**Action item**
Search the records below for the string "path", and report each line that contains it.

**Data provided**
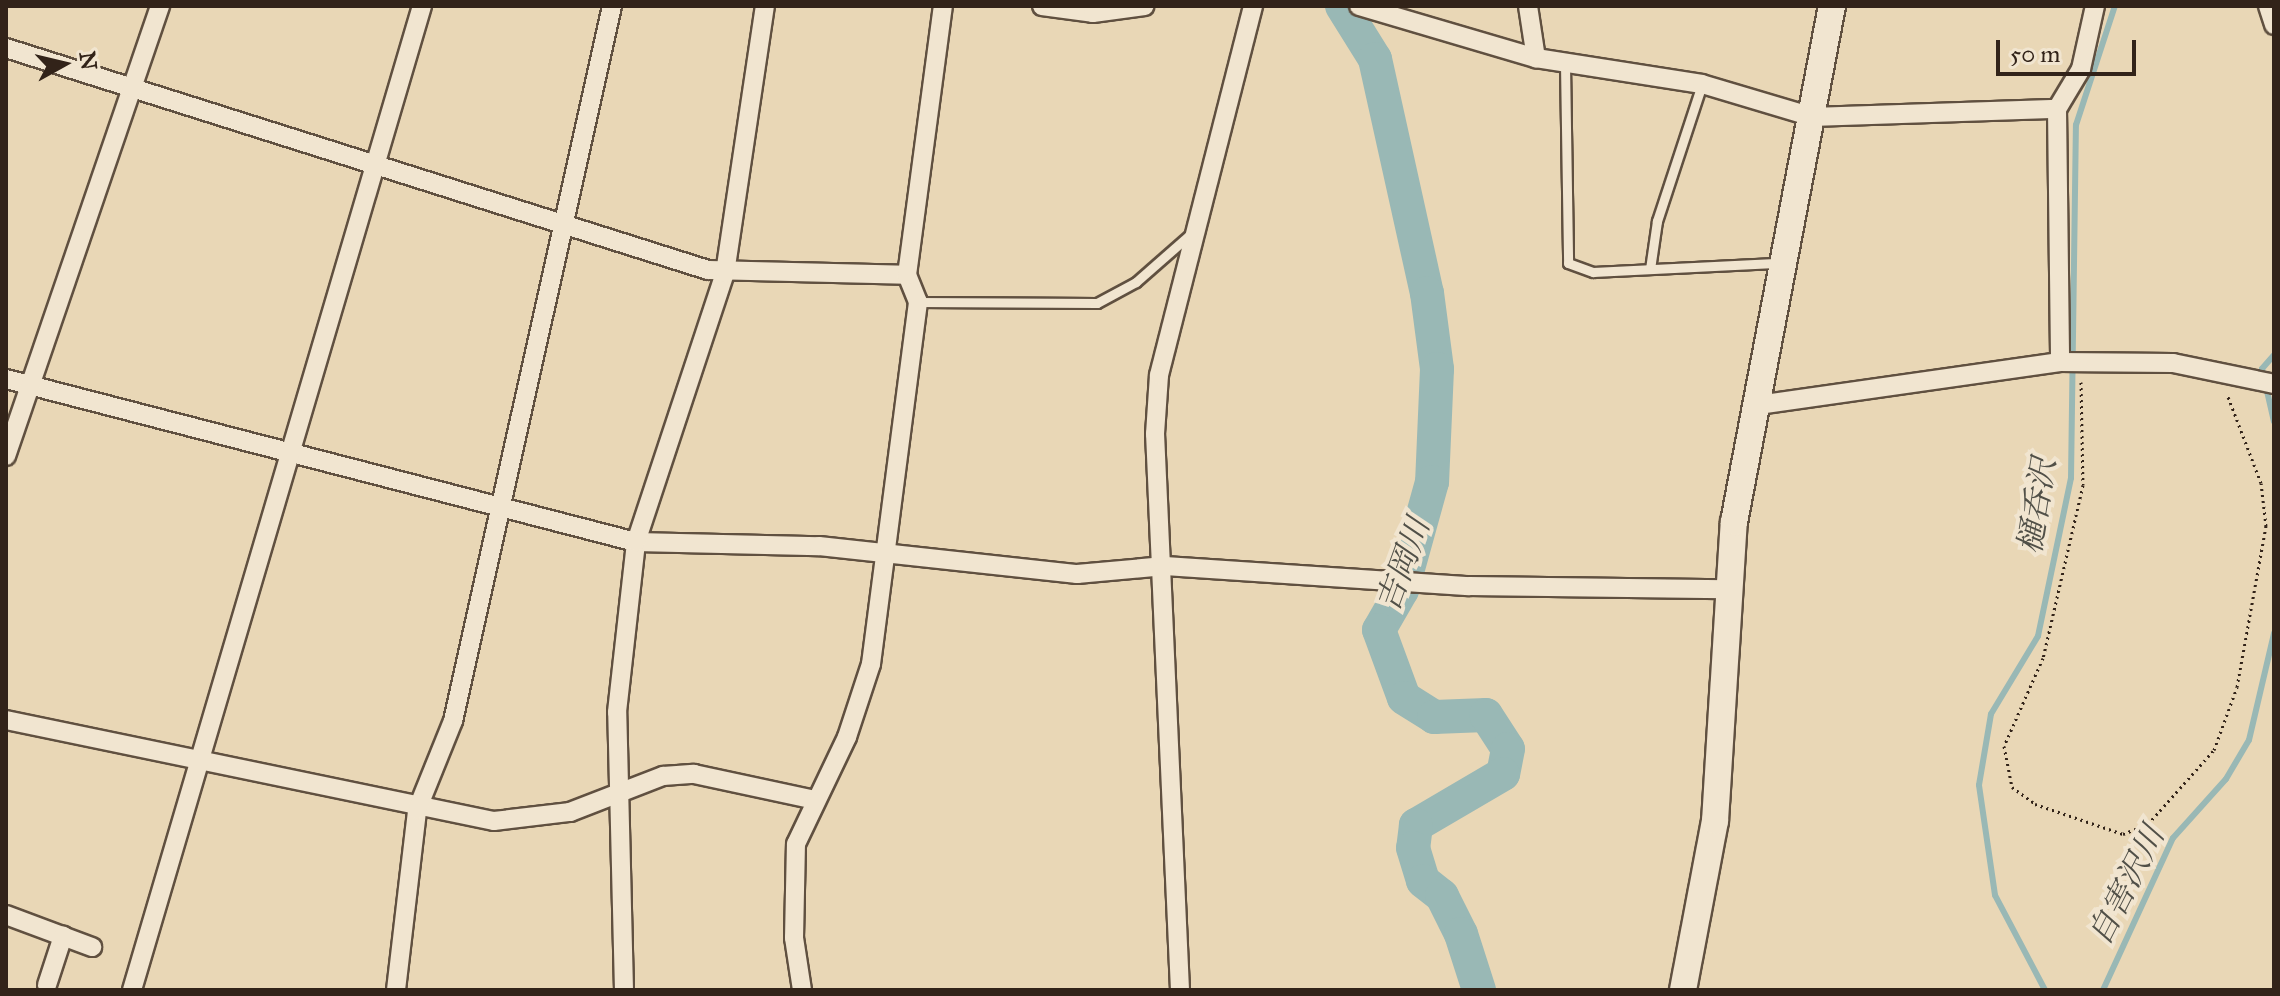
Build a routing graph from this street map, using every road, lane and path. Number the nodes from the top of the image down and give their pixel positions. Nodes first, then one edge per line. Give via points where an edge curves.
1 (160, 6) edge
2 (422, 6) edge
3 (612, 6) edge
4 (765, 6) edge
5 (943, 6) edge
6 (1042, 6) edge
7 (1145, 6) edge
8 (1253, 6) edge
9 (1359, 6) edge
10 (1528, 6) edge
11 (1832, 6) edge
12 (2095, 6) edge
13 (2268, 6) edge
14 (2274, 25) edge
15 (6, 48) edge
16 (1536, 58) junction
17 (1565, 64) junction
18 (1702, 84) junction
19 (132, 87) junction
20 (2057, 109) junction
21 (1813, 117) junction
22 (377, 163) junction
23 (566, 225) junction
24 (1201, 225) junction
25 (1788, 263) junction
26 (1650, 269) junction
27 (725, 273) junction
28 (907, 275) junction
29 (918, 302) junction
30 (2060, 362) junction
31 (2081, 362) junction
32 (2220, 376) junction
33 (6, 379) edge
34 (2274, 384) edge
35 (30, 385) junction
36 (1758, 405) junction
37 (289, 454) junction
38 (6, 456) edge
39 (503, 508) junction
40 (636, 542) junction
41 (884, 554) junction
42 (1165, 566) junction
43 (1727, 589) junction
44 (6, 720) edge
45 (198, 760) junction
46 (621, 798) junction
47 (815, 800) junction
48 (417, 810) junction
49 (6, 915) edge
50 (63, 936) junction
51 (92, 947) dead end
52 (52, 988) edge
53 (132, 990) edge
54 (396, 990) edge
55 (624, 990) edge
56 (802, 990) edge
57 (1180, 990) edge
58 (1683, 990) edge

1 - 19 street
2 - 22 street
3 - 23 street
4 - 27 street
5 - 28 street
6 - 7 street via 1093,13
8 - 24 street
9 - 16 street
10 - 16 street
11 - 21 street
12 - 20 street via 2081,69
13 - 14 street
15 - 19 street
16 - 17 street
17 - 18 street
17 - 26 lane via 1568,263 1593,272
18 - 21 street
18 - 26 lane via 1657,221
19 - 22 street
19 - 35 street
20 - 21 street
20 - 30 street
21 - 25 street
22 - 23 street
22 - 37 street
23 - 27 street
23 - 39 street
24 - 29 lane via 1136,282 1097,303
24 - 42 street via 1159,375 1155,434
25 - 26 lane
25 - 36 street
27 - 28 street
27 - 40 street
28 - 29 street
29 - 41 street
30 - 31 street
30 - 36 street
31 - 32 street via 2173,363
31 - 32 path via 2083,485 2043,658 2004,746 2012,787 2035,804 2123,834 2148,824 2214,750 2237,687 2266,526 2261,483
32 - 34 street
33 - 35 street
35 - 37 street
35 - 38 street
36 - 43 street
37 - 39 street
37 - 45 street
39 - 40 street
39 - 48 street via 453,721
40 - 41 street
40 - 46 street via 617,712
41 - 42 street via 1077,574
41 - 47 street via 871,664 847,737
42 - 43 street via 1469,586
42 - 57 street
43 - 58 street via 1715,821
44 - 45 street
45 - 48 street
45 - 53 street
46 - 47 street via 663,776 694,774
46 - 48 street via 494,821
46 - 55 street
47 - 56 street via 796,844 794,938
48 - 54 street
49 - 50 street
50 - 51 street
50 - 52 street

**Problem solution**
Build a routing graph from this street map, using every road, lane and path. Number the nodes from the top of the image down and give their pixel positions. Nodes first, then one edge per line. Give via points where an edge curves.
31 - 32 path via 2083,485 2043,658 2004,746 2012,787 2035,804 2123,834 2148,824 2214,750 2237,687 2266,526 2261,483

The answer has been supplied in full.